Inside the disk with center $A(2,0)$ and a radius of $1$, a set of $n \geq 1$ points is considered, each having the respective affixes $z_1, z_2, \ldots, z_n$. Show that
$
\left| \sum_{i=1}^{n} z_i \right| \cdot \left| \sum_{i=1}^{n} \frac{1}{z_i} \right| > \frac{3}{4} n^2.
$
source: RMG 2023
I have tried writing $z_k = a_k + b_k \cdot i$, where $ |z_k – 2|<1
$ and then using the formula for the modulus of a complex number and it got me here
$\sqrt{\left(\sum_{k=1}^{n} a_k\right)^2 + \left(\sum_{k=1}^{n} b_k\right)^2} \cdot \sqrt{\left(\sum_{k=1}^{n} \frac{a_k}{a_k^2 + b_k^2}\right)^2 + \left(\sum_{k=1}^{n} \frac{b_k}{a_k^2 + b_k^2}\right)^2} > \frac{3}{4}n^2
$
How could I continue from here or what would be a better proof for it?
Best Answer
First note that $$ \tag{1} \sum_{k=1}^n |z_k| \cdot \sum_{k=1}^n \frac{1}{|z_k|} \ge n^2 $$ by the inequality between harmonic and arithmetic mean.
What we need next is a lower bound of $\left| \sum_{k=1}^n z_k \right|$ in terms of $\sum_{k=1}^n |z_k|$, and similarly for the sum of the reciprocals.
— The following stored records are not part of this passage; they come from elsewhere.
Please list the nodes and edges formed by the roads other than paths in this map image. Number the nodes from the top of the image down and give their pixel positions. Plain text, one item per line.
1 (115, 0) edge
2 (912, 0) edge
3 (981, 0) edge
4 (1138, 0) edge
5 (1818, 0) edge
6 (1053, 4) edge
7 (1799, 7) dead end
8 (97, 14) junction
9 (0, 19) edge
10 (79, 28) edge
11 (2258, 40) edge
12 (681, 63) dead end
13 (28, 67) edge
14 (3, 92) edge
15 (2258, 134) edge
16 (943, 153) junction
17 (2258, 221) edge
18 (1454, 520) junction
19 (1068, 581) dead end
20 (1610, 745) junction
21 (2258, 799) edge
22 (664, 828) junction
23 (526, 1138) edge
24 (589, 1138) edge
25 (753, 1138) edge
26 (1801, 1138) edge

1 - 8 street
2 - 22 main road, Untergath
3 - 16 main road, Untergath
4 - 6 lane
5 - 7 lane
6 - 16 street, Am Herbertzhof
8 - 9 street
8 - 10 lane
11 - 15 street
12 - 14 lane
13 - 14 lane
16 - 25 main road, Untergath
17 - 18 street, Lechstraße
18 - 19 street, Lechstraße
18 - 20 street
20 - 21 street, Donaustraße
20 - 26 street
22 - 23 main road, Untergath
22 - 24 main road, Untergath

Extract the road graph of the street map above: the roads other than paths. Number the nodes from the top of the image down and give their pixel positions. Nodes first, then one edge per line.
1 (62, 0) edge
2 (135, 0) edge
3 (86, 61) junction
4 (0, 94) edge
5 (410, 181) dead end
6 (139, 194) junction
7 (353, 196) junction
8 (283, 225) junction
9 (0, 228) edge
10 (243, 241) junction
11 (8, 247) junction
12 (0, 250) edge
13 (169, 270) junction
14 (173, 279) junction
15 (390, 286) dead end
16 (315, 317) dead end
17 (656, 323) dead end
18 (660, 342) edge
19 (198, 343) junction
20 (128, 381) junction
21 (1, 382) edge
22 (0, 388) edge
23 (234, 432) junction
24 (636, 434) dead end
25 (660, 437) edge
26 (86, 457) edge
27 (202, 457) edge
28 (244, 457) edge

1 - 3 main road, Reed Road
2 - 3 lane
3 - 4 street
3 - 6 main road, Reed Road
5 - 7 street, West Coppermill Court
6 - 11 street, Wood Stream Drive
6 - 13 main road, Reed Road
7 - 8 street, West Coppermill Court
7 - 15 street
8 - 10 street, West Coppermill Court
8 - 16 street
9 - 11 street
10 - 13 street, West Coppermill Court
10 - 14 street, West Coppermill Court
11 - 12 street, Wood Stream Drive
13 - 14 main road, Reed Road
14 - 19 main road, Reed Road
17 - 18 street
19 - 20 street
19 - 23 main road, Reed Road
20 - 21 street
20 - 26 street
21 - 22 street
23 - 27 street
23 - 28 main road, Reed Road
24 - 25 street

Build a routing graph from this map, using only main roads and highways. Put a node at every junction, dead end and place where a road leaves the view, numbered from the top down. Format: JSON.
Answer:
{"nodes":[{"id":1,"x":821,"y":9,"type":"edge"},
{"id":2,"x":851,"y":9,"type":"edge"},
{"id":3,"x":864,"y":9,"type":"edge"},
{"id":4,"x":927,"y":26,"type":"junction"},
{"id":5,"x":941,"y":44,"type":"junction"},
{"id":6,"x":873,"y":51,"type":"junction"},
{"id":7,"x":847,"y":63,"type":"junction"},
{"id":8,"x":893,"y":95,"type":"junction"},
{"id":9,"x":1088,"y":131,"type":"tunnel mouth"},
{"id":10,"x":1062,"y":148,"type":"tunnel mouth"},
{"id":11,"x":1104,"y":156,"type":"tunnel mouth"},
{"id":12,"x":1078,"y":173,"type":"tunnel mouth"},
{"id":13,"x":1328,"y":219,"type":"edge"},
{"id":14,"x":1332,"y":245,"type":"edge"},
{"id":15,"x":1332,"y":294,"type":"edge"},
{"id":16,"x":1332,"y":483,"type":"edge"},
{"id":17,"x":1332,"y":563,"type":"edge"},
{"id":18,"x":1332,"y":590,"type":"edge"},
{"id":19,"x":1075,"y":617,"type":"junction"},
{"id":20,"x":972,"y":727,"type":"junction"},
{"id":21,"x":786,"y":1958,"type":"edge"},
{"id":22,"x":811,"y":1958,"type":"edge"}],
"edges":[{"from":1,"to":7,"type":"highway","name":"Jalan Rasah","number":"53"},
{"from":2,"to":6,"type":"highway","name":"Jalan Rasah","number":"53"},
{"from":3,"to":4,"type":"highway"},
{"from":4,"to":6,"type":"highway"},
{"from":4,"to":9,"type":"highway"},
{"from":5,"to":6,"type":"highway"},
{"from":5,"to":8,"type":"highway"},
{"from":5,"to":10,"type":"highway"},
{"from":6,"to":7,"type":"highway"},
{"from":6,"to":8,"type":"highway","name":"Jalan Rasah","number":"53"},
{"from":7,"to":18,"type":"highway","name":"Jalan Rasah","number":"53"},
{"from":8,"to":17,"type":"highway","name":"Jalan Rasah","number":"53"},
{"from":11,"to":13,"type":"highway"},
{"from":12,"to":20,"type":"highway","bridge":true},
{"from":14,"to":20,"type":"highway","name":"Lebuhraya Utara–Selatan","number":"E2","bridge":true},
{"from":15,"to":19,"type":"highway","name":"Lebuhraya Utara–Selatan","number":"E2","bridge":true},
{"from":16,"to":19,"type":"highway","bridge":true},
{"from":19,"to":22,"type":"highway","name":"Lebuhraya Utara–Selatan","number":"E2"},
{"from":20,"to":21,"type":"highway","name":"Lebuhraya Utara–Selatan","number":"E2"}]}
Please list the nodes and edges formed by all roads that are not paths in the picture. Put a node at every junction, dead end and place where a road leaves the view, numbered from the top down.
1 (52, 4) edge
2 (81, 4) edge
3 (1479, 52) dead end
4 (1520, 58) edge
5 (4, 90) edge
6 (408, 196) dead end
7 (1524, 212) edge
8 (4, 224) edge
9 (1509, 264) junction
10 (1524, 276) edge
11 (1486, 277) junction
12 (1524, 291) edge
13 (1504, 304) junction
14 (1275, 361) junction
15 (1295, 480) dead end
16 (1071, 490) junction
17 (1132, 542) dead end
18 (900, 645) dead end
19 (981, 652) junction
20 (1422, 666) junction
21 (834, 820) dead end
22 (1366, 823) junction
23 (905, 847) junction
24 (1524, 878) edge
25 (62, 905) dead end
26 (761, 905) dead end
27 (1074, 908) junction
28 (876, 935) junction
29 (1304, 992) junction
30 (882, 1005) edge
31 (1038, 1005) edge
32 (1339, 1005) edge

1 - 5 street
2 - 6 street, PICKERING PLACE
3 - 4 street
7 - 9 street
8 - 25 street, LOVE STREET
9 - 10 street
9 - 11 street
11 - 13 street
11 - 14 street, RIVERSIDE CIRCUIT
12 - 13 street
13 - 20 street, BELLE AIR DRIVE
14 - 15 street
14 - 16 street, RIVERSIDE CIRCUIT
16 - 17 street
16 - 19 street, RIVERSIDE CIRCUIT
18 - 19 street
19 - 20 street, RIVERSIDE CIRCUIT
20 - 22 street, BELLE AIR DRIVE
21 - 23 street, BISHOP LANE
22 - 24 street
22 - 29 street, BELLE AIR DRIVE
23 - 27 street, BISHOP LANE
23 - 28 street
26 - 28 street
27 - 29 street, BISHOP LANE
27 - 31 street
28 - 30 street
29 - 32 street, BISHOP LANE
This is where the restriction $|z_k - 2|<1$ comes into play: All $z_k$ in that disk lie in the sector $$ S = \{ z = r e^{i \phi} \mid r > 0, -\frac\pi 6 < \phi < \frac\pi 6\} \,. $$
For $z = x+iy \in S$ is $$ |y| \le \tan(\frac \pi 6) \cdot x = \frac{x}{\sqrt 3} $$ and therefore $$ |z| = \sqrt{x^2+y^2} \le \sqrt{x^2+ \frac{x^2}{3}} = \sqrt{\frac 4 3} \cdot x \, . $$ It follows that $$ \tag{2} \left| \sum_{k=1}^n z_k \right| \ge \operatorname{Re} \left( \sum_{k=1}^n z_k \right) = \sum_{k=1}^n \operatorname{Re}(z_k) \ge \sqrt{\frac 3 4} \sum_{k=1}^n |z_k| \, . $$ Also $z \in S \implies 1/z \in S$, so that $$ \tag{3} \left| \sum_{k=1}^n \frac{1}{z_k} \right| \ge \sqrt{\frac 3 4} \sum_{k=1}^n \frac{1}{|z_k|} $$ holds as well.
Combining the estimates $(1)$, $(2)$, and $(3)$ we get the desired inequality.